Windows 10 updates are broken again, but this time it's not Microsoft's fault

Windows 10 users switch to Google's Public DNS after bad ISP DNS setting blocks Windows Update.

Multiple Windows users in the US and UK have been unable to download updates from Windows Update. But rather than the problem lying at Microsoft's end, the culprit appears to be various ISPs' domain name system (DNS) settings. 

Users have also reported the same DNS issue preventing app updates from the Windows Store and breaking Microsoft's security feature, SmartScreen. 

As spotted by Softpedia, Windows users pinpointed Comcast's DNS settings as the source of the problem, and, oddly, found that switching the computer's network settings to use Google's Public DNS allowed Windows Update to resume.

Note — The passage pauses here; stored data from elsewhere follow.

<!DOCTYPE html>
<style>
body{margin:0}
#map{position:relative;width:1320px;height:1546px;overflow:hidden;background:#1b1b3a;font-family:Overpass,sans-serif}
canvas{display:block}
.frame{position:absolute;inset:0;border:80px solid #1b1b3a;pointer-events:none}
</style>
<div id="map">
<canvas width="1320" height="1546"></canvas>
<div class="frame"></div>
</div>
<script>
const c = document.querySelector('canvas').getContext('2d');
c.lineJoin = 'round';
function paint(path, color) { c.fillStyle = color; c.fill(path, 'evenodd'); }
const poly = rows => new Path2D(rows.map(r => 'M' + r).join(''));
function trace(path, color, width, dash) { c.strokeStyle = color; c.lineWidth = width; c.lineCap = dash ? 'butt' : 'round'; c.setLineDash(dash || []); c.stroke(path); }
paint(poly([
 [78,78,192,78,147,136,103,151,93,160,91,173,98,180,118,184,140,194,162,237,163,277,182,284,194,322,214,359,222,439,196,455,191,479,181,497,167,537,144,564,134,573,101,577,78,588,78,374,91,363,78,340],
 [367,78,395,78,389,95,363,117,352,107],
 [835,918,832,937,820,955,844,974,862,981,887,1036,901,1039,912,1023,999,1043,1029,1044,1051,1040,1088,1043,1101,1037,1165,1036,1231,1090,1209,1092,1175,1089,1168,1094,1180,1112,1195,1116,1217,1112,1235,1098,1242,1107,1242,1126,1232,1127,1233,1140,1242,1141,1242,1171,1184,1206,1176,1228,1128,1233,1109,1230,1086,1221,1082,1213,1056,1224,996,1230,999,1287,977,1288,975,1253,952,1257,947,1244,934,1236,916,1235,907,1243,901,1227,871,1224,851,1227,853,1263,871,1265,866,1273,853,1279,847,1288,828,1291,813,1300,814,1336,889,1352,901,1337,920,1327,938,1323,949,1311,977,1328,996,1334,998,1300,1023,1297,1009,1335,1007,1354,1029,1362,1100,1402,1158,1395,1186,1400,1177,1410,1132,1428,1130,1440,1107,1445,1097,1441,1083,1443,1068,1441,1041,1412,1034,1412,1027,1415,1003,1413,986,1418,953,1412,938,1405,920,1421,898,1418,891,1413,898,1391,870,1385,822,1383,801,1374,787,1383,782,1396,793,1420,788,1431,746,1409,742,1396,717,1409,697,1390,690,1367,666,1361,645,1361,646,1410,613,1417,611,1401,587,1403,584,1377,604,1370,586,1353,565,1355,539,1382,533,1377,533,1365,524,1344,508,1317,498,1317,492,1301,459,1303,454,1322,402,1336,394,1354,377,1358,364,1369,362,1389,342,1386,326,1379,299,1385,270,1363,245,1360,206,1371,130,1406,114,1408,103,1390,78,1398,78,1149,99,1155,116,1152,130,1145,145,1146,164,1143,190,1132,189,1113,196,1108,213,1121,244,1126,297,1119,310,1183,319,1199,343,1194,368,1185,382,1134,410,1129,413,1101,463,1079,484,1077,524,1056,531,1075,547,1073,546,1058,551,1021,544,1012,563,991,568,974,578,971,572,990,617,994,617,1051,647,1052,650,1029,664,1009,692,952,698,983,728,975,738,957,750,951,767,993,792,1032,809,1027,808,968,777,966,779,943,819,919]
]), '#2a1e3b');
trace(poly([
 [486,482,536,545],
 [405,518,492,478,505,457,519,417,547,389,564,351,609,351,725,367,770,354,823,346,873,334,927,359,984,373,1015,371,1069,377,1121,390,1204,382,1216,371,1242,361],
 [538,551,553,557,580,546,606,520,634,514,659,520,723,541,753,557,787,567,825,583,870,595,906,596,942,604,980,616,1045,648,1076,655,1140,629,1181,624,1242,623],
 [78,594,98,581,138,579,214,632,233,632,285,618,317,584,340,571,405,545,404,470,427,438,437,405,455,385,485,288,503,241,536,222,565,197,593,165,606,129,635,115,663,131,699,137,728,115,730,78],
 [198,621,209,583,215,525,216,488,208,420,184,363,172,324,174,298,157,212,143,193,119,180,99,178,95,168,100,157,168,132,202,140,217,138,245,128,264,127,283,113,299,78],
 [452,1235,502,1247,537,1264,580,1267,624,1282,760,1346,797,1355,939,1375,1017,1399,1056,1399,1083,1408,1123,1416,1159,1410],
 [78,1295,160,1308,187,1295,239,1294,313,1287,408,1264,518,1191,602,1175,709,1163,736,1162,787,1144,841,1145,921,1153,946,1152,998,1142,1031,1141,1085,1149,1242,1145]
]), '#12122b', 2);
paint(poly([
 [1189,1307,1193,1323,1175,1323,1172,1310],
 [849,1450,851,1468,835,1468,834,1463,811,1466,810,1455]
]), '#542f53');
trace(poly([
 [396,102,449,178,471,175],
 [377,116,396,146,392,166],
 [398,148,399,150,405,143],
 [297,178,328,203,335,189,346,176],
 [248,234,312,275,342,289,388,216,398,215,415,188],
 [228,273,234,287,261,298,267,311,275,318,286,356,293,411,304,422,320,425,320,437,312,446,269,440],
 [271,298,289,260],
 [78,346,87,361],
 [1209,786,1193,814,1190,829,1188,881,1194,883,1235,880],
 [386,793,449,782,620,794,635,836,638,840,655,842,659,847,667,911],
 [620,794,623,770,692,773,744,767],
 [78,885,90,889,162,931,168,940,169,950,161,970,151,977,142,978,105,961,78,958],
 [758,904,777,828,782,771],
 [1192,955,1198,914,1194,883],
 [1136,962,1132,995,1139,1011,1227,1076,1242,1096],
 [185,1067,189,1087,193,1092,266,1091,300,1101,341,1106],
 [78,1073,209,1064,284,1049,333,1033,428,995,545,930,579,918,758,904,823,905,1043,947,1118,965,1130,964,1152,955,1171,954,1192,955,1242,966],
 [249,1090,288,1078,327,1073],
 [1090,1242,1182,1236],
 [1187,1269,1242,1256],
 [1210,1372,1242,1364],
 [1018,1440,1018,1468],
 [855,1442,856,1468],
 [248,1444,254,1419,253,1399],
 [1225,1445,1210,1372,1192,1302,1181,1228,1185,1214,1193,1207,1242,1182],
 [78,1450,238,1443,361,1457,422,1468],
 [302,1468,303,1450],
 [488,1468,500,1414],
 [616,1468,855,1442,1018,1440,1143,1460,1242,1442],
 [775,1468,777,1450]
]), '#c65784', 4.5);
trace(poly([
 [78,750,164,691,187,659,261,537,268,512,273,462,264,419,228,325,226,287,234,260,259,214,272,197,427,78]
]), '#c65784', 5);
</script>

A user on Comcast's Xfinity community forum said they were able to get Windows 10 updates after changing the Windows 10 device's IPV4 and IPV6 DNS lookups from Comcast's default DNS to Google Public DNS. 

Users there reported the Google Public DNS fix enabled Windows Store apps to update and restored Windows Defender Smartscreen. 

Affected people on a separate Xfinity post about the same issue reported that Comcast appeared to have fixed the issue on Thursday afternoon, although the company has not announced the DNS issue has been resolved.   

For unknown reasons, this issue wasn't isolated to Comcast, with dozens of Windows 10 users in the UK reporting the same Windows 10 update problems on BT Broadband. 

SEE: 20 pro tips to make Windows 10 work the way you want (free PDF)

A BT forum moderator, Neil, acknowledged the complaints on Thursday evening UK time and said the ISP's network team has been informed of the issue. The company has yet to report a resolution. 

Affected BT customers were still experiencing the same Windows Update problems on Friday morning. 

As noted by Softpedia's write-up on the workaround, switching to Google's public DNS server should be considered a temporary fix until it's resolved by the ISP, and for that reason it would be wise to backup the original IP address for when that fix arrives. 

Windows 10 users can change the default DNS settings by going to Settings and selecting Network & Internet > Ethernet > Change adapter settings. This will display a field where the user can manually type in Google's public DNS server IP addresses.